— What is being asked —
Report all lines from the entries below in which "dead" appears.

Stored data:
┌──
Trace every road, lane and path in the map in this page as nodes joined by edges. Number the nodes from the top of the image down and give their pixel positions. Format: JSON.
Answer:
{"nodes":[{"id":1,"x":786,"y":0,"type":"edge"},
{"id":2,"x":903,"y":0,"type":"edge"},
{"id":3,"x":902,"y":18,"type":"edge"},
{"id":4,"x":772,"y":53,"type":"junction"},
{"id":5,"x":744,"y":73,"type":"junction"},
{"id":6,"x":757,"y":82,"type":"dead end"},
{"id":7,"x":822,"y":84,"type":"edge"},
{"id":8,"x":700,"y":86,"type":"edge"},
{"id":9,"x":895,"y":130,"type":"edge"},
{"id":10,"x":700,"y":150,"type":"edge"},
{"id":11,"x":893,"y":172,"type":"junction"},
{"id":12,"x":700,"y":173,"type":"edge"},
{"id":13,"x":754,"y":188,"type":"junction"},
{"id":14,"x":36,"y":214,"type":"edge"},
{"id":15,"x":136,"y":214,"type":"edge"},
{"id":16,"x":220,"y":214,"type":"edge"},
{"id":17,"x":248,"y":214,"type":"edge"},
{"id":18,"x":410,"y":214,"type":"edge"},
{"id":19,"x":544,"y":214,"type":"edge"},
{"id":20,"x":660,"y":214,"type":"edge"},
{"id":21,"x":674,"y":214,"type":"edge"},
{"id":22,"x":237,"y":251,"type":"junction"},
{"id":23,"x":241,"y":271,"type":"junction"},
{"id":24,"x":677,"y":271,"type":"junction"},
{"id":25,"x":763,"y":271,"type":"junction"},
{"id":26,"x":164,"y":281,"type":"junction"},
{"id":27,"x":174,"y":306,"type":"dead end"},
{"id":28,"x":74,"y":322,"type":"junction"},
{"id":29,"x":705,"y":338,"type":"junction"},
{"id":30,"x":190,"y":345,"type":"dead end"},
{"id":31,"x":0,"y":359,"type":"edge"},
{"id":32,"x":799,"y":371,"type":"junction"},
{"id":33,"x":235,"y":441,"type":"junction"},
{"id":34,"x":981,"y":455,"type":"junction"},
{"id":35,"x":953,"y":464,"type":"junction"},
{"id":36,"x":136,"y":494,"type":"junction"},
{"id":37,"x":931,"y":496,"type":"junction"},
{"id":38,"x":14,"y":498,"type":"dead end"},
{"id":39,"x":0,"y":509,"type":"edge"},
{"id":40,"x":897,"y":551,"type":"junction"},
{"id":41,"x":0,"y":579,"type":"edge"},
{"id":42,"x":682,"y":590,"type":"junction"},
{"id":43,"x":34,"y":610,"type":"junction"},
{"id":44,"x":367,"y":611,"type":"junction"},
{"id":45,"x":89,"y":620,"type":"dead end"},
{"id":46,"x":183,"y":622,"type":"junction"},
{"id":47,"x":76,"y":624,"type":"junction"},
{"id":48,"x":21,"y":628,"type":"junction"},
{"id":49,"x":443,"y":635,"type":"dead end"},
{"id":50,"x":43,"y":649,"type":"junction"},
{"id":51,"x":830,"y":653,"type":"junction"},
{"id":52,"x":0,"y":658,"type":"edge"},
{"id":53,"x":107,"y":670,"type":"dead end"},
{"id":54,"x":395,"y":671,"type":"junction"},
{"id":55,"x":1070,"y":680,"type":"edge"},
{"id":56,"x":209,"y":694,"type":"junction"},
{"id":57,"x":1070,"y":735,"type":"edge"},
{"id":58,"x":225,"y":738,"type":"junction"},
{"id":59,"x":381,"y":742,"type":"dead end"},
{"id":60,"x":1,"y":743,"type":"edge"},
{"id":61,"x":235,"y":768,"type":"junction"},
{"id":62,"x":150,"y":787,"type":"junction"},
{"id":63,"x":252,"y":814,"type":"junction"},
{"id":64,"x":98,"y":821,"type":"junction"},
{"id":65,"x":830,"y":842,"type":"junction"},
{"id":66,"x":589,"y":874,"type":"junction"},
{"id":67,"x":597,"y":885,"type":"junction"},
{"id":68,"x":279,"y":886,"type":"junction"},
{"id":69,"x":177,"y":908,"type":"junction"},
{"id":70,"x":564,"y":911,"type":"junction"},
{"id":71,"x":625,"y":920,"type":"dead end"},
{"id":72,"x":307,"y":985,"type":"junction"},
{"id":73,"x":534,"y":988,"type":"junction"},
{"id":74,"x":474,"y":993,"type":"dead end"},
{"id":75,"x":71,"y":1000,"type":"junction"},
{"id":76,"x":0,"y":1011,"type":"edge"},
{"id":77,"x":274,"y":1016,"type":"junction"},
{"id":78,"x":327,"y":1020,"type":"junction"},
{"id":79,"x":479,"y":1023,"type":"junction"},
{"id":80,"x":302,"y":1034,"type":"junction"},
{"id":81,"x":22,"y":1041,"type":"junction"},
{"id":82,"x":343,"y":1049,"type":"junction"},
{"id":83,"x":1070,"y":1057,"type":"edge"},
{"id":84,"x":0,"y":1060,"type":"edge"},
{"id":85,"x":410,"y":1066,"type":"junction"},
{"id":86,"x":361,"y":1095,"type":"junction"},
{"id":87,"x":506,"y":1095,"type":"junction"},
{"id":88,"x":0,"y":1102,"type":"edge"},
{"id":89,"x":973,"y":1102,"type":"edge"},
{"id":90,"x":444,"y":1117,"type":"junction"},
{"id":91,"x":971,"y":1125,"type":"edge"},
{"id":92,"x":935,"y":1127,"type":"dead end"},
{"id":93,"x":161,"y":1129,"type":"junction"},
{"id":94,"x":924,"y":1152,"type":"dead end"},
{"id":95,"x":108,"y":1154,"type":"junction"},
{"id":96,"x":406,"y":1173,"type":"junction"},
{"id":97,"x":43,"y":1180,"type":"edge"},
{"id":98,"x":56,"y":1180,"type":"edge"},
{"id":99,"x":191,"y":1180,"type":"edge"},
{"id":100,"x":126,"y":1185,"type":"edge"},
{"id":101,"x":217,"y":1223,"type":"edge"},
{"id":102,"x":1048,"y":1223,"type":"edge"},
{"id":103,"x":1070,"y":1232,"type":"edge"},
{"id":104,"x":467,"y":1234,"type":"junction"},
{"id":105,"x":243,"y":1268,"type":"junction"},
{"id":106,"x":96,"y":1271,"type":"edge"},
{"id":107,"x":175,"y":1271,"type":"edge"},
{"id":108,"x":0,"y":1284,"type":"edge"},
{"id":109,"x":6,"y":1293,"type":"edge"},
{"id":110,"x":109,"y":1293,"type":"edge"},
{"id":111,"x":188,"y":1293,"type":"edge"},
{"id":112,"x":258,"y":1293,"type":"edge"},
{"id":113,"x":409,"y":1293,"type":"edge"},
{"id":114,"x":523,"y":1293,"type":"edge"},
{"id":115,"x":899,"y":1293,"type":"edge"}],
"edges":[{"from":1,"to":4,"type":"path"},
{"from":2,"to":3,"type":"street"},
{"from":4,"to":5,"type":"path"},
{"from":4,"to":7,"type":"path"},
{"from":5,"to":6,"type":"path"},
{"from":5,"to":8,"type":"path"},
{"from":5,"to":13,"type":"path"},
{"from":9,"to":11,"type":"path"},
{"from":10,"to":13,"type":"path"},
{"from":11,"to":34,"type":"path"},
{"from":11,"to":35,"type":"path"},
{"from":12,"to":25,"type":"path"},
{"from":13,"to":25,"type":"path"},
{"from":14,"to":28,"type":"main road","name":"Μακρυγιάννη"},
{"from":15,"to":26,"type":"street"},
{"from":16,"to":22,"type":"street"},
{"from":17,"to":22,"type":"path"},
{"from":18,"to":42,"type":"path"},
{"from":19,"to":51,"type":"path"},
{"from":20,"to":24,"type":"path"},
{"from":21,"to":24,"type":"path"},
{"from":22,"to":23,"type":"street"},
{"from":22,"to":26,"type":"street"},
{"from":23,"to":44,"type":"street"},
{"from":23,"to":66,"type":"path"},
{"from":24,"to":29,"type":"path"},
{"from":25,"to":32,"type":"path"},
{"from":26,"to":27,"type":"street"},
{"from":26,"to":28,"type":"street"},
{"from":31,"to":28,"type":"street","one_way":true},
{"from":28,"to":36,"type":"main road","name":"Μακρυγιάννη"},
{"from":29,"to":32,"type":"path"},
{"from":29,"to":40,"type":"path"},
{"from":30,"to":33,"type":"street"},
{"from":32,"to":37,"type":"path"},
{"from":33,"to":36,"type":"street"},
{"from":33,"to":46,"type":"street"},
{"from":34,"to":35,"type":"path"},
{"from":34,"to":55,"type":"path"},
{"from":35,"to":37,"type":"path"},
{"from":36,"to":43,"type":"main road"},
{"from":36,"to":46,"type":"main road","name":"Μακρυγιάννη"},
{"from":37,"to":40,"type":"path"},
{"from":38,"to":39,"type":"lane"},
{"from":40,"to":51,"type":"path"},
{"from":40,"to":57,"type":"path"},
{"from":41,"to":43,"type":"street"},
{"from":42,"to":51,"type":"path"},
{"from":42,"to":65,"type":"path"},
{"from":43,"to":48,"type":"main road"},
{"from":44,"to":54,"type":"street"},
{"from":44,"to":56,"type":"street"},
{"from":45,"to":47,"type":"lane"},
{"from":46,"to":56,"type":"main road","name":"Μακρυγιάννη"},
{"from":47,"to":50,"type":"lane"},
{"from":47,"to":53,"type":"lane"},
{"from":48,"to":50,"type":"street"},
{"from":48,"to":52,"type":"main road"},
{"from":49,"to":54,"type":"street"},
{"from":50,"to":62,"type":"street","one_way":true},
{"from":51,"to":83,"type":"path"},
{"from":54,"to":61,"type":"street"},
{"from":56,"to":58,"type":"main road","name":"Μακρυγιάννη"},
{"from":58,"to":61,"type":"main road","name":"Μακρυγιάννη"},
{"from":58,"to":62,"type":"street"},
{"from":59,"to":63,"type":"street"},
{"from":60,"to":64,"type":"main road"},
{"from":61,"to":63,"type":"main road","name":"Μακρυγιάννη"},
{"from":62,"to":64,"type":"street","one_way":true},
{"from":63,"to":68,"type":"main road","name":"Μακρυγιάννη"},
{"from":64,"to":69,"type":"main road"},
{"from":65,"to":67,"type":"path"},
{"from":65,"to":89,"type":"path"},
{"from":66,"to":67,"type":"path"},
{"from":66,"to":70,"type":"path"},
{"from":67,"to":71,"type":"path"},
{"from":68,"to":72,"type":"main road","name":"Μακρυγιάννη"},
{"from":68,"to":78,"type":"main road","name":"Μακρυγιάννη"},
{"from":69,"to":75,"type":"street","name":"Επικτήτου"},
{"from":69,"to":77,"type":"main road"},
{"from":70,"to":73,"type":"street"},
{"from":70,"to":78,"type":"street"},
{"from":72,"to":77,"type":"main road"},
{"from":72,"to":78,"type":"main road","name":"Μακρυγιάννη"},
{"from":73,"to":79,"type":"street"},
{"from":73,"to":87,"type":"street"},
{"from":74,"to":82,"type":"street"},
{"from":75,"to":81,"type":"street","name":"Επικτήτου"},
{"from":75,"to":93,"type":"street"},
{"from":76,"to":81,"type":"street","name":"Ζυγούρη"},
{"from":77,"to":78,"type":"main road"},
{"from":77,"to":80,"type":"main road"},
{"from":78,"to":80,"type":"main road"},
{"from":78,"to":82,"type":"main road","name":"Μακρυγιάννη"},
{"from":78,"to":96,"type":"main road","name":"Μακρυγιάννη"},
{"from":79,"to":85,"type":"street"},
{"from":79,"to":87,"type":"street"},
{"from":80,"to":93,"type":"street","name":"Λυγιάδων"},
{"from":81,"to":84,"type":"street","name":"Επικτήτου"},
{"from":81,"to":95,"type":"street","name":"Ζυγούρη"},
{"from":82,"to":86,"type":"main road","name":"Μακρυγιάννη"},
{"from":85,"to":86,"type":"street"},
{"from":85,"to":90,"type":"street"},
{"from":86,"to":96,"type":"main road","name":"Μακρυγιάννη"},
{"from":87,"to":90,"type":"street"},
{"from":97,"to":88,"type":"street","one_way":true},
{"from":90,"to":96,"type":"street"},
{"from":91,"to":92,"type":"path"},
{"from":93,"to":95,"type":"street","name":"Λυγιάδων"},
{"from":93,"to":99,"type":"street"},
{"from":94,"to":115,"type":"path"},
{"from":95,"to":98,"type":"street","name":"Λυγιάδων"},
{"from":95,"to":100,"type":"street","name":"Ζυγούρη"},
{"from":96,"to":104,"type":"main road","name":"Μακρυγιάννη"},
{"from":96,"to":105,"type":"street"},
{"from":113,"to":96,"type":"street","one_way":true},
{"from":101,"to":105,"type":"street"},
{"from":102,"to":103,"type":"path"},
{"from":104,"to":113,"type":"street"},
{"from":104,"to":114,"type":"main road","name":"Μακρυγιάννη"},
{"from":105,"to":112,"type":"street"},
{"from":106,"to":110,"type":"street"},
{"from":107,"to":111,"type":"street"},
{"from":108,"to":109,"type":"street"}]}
└──
— Exercise output —
{"id":6,"x":757,"y":82,"type":"dead end"},
{"id":27,"x":174,"y":306,"type":"dead end"},
{"id":30,"x":190,"y":345,"type":"dead end"},
{"id":38,"x":14,"y":498,"type":"dead end"},
{"id":45,"x":89,"y":620,"type":"dead end"},
{"id":49,"x":443,"y":635,"type":"dead end"},
{"id":53,"x":107,"y":670,"type":"dead end"},
{"id":59,"x":381,"y":742,"type":"dead end"},
{"id":71,"x":625,"y":920,"type":"dead end"},
{"id":74,"x":474,"y":993,"type":"dead end"},
{"id":92,"x":935,"y":1127,"type":"dead end"},
{"id":94,"x":924,"y":1152,"type":"dead end"},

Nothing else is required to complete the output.